▶ INSTRUCTIONS FOR THE TASK
From the data below, tally each line that has "text" in it, then give that tally without comment.

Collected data
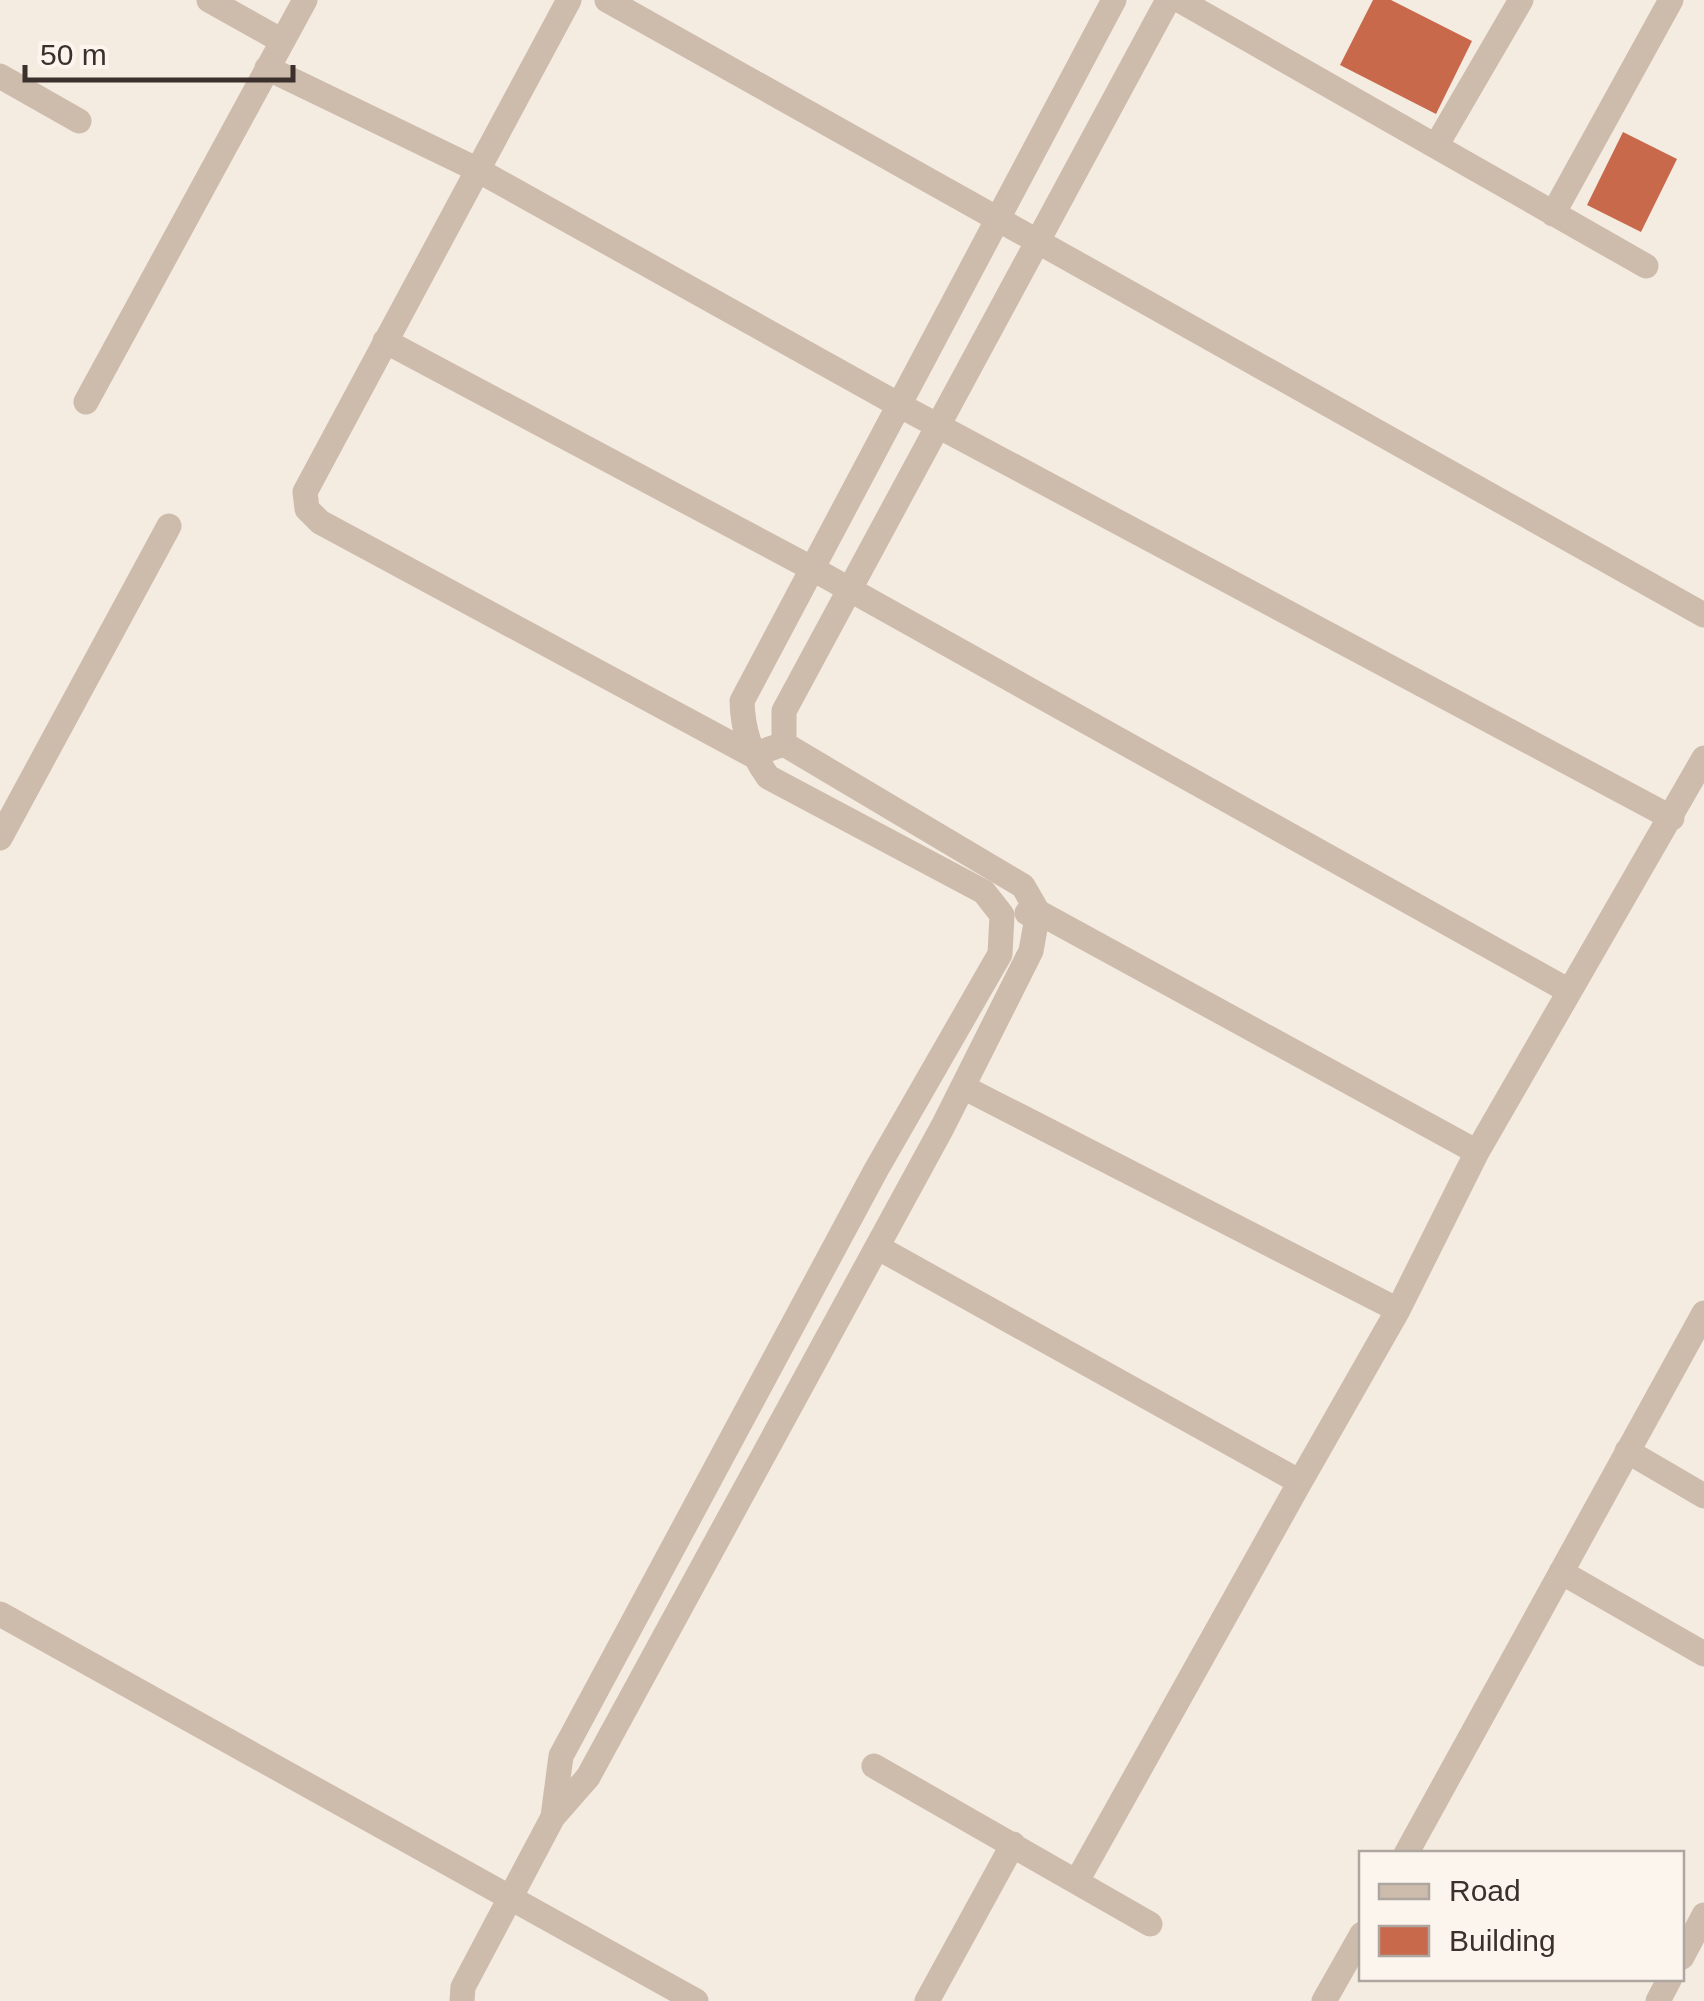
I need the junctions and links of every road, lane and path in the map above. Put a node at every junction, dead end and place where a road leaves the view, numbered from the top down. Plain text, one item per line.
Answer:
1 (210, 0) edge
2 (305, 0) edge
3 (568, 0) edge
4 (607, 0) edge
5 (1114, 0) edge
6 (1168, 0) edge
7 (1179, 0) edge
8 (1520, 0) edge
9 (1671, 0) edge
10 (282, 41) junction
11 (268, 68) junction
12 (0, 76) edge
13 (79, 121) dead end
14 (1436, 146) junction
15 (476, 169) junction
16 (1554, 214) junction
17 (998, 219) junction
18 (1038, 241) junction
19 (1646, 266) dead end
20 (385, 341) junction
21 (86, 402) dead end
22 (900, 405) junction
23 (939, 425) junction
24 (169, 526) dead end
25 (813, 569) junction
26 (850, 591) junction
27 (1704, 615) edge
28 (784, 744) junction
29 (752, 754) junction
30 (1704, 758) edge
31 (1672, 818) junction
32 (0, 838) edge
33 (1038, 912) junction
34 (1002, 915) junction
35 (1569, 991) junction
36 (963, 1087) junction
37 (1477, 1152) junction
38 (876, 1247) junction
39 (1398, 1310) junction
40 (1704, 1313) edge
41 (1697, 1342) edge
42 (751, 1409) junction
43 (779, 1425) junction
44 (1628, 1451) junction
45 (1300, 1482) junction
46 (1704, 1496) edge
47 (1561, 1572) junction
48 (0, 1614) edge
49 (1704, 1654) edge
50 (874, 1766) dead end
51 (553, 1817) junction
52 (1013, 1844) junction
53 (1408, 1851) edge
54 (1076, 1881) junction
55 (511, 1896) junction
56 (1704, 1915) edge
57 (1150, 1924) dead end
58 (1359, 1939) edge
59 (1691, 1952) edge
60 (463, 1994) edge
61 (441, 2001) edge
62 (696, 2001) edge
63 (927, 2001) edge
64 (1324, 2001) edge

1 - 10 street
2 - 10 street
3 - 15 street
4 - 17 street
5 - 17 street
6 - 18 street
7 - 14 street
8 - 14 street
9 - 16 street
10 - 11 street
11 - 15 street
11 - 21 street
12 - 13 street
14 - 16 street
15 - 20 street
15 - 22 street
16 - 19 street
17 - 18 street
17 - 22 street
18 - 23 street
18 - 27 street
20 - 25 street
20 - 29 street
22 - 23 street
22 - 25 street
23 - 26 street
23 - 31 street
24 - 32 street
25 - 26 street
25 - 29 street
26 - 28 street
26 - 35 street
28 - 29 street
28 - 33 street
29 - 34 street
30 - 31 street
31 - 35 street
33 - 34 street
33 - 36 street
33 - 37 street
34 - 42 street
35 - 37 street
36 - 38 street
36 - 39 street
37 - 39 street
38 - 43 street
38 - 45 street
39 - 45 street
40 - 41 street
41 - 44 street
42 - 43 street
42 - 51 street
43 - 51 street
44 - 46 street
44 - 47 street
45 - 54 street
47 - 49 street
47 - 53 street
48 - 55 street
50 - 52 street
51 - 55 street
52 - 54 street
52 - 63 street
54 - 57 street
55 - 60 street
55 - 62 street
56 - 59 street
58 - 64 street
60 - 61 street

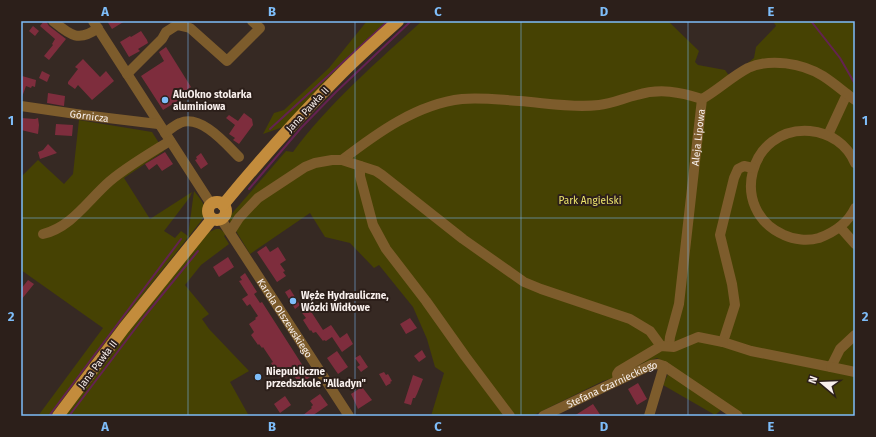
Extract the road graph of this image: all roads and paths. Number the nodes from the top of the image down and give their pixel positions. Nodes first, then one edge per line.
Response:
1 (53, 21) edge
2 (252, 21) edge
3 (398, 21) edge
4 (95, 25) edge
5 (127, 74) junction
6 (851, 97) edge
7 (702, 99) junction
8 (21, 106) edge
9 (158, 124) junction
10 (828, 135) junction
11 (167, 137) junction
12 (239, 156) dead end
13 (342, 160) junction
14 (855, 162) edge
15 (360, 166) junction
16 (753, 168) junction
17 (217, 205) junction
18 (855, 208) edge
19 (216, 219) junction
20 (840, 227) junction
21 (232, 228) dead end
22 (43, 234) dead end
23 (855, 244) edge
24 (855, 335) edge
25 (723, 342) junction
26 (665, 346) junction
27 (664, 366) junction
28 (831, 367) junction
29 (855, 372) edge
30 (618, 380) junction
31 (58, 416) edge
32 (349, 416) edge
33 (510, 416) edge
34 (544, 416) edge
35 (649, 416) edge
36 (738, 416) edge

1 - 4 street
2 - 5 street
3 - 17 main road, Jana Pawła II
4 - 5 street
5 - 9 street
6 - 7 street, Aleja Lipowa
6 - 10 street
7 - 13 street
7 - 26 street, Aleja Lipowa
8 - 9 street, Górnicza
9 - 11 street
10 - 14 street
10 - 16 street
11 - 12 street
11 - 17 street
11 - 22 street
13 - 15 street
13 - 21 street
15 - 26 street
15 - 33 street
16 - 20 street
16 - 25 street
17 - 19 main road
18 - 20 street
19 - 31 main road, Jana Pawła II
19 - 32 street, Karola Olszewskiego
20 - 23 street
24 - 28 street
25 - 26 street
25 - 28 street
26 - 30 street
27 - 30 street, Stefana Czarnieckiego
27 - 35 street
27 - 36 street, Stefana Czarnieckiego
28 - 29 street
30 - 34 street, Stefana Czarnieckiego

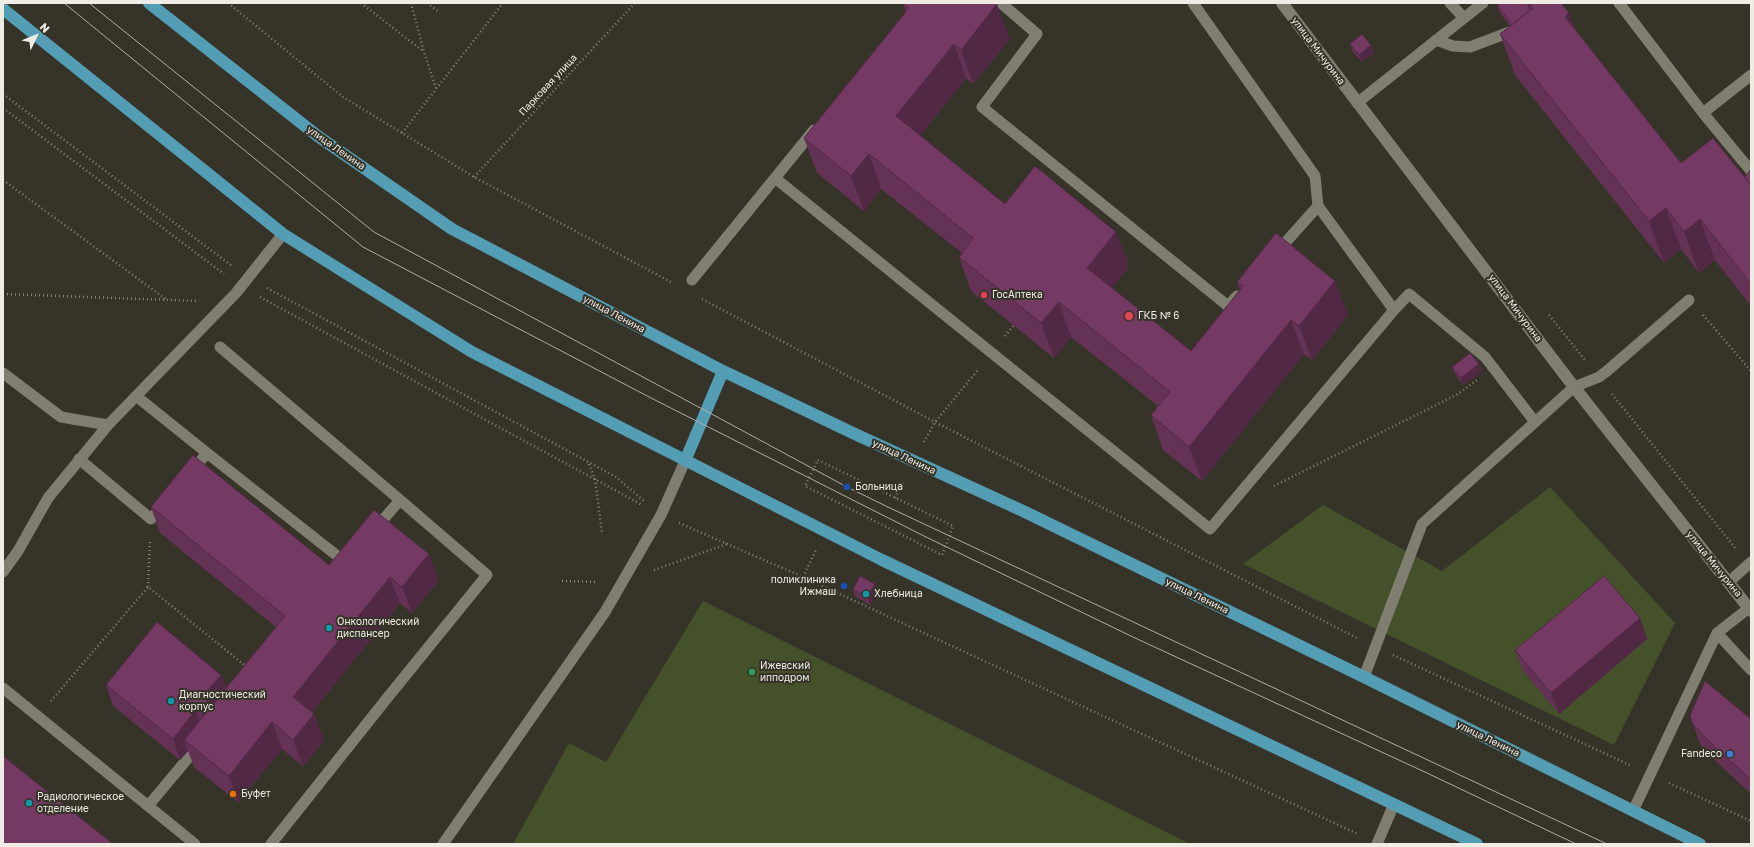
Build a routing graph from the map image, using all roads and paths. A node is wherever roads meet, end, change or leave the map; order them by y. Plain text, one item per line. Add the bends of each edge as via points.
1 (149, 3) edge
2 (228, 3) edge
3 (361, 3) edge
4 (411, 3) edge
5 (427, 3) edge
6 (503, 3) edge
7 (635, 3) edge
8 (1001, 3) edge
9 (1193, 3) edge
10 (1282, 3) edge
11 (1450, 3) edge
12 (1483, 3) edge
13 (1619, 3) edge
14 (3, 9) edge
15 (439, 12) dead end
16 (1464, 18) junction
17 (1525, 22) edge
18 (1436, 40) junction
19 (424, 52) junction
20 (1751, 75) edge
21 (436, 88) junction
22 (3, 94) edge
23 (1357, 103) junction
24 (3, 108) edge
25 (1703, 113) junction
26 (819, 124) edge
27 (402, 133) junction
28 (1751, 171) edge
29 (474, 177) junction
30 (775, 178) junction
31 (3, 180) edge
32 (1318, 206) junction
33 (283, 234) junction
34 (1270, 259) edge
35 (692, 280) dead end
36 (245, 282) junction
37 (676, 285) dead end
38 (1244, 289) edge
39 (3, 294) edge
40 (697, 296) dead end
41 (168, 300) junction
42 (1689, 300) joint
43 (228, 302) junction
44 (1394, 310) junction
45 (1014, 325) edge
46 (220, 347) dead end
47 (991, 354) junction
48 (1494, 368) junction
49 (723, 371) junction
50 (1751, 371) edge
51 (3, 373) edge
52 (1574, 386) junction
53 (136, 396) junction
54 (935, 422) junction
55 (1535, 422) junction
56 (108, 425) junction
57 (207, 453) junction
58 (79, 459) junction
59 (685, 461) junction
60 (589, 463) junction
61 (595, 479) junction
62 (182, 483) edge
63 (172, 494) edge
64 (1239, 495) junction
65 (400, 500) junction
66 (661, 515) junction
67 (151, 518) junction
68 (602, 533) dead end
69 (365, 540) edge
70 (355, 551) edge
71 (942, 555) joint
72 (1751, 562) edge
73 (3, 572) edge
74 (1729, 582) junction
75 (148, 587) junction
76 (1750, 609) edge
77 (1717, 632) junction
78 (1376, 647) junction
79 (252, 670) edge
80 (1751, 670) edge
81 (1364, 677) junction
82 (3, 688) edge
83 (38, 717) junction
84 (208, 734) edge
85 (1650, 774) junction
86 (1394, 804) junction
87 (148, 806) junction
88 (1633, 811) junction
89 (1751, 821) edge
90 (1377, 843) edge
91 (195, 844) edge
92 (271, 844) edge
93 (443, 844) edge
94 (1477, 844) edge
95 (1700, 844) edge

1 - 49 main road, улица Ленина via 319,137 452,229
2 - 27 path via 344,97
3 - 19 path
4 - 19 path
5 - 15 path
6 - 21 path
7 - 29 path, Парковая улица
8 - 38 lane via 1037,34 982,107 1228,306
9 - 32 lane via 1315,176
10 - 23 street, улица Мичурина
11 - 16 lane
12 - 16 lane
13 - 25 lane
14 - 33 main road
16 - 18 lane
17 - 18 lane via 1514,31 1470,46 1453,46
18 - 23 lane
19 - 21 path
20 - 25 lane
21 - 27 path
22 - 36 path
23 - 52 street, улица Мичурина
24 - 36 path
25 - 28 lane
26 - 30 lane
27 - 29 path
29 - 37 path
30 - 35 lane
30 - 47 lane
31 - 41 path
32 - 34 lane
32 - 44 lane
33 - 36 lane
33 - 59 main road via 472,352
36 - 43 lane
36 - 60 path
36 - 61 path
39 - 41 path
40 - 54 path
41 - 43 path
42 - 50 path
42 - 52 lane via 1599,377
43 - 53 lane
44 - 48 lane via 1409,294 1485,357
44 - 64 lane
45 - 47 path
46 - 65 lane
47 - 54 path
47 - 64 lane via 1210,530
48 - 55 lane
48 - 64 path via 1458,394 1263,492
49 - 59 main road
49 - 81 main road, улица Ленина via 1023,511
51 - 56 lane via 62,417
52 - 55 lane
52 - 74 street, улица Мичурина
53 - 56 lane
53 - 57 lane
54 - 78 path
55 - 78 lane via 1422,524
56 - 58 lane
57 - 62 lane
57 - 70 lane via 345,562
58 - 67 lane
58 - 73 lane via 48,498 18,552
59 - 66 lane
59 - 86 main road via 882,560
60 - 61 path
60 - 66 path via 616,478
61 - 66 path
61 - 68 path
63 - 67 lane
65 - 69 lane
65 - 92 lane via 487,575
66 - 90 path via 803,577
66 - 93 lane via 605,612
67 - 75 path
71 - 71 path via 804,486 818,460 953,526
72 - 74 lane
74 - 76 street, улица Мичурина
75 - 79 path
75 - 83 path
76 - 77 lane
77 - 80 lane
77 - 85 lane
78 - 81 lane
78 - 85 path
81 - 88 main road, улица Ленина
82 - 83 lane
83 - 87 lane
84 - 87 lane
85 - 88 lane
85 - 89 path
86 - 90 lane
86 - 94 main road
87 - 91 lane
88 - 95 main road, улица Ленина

▶ SOLUTION TO THIS EXERCISE
2